(Provided entries):
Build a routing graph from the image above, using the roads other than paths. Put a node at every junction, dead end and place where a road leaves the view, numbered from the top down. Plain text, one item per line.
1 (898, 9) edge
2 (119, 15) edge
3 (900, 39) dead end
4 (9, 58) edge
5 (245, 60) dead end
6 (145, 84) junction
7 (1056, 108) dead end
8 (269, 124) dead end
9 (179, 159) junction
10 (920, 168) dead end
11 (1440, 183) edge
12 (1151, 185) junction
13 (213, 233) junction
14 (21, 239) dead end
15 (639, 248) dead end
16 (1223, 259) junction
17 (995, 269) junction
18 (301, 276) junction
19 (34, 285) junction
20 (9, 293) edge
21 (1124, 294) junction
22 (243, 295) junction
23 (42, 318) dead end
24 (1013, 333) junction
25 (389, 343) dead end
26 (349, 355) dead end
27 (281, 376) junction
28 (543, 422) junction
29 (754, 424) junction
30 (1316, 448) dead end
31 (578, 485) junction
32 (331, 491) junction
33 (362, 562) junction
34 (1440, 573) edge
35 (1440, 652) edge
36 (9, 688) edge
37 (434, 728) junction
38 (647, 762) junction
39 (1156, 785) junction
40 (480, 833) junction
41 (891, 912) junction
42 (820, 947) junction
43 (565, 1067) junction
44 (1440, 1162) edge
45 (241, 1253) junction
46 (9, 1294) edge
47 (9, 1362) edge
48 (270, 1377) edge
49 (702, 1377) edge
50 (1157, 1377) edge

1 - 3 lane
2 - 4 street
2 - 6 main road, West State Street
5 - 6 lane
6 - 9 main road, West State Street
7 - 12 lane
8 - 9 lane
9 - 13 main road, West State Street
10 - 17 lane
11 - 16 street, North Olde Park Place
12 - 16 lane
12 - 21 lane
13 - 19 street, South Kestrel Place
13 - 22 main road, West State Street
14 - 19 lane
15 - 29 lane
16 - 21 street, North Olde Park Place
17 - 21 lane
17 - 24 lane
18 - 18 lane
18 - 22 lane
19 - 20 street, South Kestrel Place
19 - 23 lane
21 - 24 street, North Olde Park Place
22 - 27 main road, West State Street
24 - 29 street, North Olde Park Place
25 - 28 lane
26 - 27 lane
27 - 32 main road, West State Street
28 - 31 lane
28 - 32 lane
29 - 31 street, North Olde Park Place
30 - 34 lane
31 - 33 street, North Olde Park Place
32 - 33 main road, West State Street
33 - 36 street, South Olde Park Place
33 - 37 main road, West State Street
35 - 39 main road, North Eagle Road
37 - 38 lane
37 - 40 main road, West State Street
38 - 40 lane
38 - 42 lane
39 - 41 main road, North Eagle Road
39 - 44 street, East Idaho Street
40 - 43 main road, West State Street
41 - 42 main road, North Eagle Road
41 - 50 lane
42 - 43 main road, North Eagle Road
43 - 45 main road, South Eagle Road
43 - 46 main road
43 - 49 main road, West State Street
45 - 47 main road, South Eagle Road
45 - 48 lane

* * *

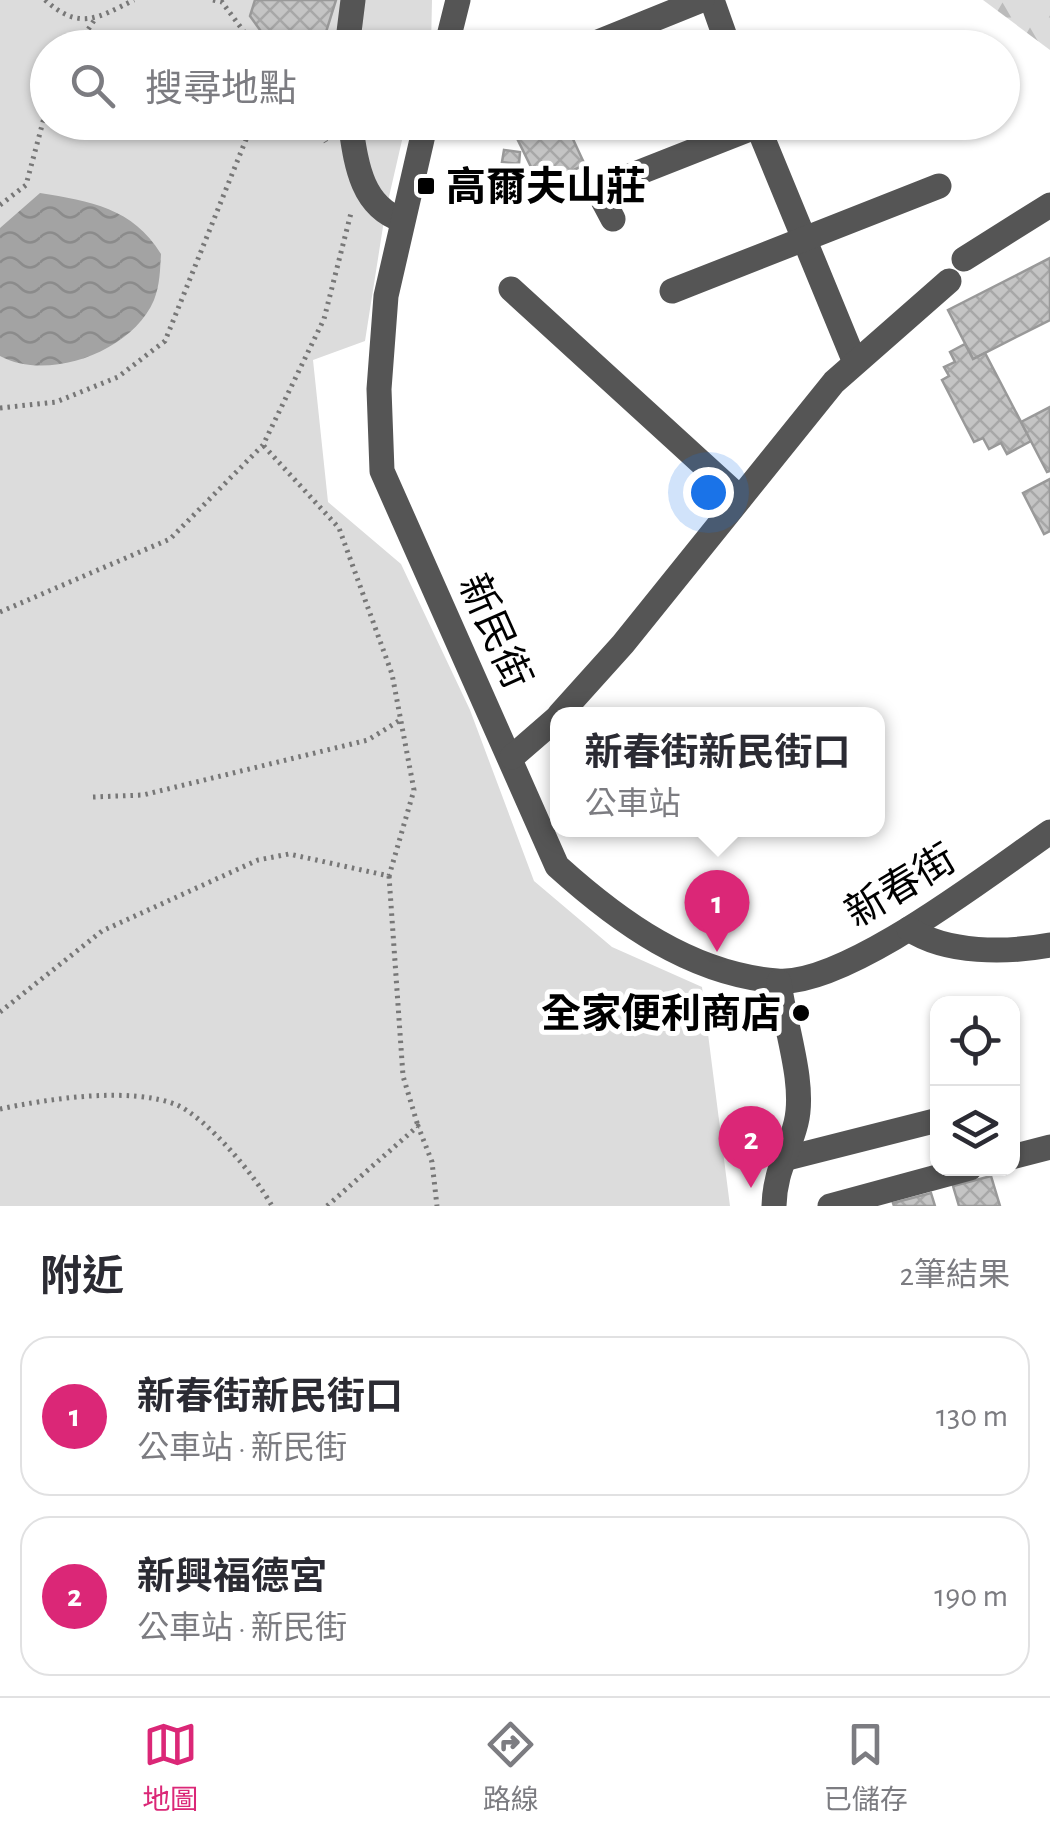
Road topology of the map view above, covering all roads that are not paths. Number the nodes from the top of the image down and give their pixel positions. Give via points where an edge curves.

...

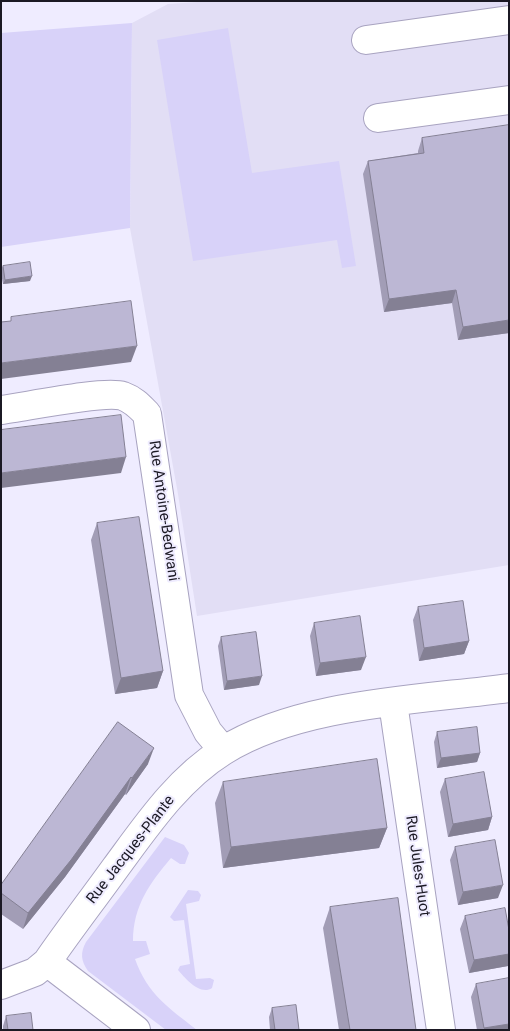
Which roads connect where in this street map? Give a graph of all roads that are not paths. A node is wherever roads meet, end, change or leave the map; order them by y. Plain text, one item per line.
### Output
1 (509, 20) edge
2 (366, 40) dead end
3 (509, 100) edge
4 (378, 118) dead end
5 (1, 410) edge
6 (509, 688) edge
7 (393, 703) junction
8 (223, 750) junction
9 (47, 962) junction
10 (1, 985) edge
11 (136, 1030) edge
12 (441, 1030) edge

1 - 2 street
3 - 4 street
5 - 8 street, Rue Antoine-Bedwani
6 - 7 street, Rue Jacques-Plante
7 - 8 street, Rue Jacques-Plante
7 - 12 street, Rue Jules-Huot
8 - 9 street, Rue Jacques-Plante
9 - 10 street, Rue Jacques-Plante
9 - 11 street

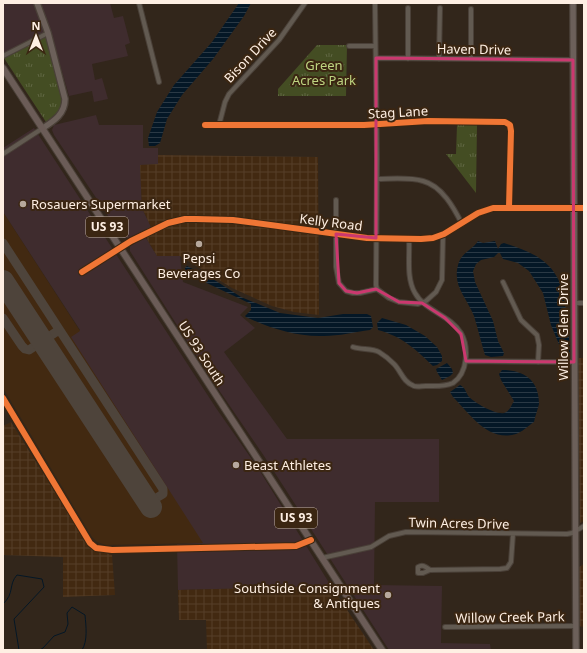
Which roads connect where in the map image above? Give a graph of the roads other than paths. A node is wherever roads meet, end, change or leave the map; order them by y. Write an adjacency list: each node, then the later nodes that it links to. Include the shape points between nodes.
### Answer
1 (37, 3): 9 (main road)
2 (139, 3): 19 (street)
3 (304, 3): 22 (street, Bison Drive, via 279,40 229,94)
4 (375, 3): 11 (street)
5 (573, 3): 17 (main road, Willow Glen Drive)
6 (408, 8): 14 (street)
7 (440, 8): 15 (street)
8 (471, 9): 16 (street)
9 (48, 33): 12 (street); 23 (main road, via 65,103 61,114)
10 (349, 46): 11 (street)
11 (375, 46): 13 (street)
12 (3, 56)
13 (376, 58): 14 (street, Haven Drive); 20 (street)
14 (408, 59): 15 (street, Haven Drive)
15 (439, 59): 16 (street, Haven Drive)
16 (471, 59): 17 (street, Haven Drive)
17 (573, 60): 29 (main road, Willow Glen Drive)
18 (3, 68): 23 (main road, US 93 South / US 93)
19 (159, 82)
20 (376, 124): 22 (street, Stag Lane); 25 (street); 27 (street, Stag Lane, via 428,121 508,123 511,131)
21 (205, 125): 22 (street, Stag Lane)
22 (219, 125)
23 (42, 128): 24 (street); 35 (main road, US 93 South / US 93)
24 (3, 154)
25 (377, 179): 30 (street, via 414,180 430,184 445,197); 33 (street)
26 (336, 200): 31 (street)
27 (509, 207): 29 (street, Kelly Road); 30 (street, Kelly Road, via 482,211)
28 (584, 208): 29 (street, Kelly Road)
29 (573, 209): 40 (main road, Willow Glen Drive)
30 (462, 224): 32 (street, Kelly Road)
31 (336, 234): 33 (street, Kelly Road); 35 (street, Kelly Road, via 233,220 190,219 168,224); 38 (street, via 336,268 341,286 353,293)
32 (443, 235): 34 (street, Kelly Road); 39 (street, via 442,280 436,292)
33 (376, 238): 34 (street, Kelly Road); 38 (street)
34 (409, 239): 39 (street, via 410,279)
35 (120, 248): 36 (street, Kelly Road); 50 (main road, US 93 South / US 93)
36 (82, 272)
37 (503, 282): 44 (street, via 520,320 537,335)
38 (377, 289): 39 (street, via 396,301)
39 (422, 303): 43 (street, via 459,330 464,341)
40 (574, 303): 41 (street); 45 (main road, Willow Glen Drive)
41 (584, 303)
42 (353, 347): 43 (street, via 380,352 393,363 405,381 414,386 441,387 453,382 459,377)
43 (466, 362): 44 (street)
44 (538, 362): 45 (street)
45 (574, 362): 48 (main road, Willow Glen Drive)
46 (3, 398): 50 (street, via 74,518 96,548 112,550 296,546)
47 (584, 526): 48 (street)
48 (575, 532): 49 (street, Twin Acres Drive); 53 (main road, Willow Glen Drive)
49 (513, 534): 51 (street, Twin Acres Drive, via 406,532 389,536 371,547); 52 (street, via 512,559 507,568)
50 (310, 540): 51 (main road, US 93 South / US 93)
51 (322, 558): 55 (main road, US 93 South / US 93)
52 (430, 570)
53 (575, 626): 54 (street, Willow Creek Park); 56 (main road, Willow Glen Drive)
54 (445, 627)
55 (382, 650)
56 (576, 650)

(What needs to be done): Retype only the lines above from the one with "Which roads connect where in this" through the one with "Which roads connect where in the", exactly and with both ends. Images stay out.

(Task result):
Which roads connect where in this street map? Give a graph of all roads that are not paths. A node is wherever roads meet, end, change or leave the map; order them by y. Plain text, one item per line.
### Output
1 (509, 20) edge
2 (366, 40) dead end
3 (509, 100) edge
4 (378, 118) dead end
5 (1, 410) edge
6 (509, 688) edge
7 (393, 703) junction
8 (223, 750) junction
9 (47, 962) junction
10 (1, 985) edge
11 (136, 1030) edge
12 (441, 1030) edge

1 - 2 street
3 - 4 street
5 - 8 street, Rue Antoine-Bedwani
6 - 7 street, Rue Jacques-Plante
7 - 8 street, Rue Jacques-Plante
7 - 12 street, Rue Jules-Huot
8 - 9 street, Rue Jacques-Plante
9 - 10 street, Rue Jacques-Plante
9 - 11 street

Which roads connect where in the map image above? Give a graph of the roads other than paths. A node is wherever roads meet, end, change or leave the map; order them by y. Write an adjacency list: each node, then the later nodes that it links to. Include the shape points between nodes.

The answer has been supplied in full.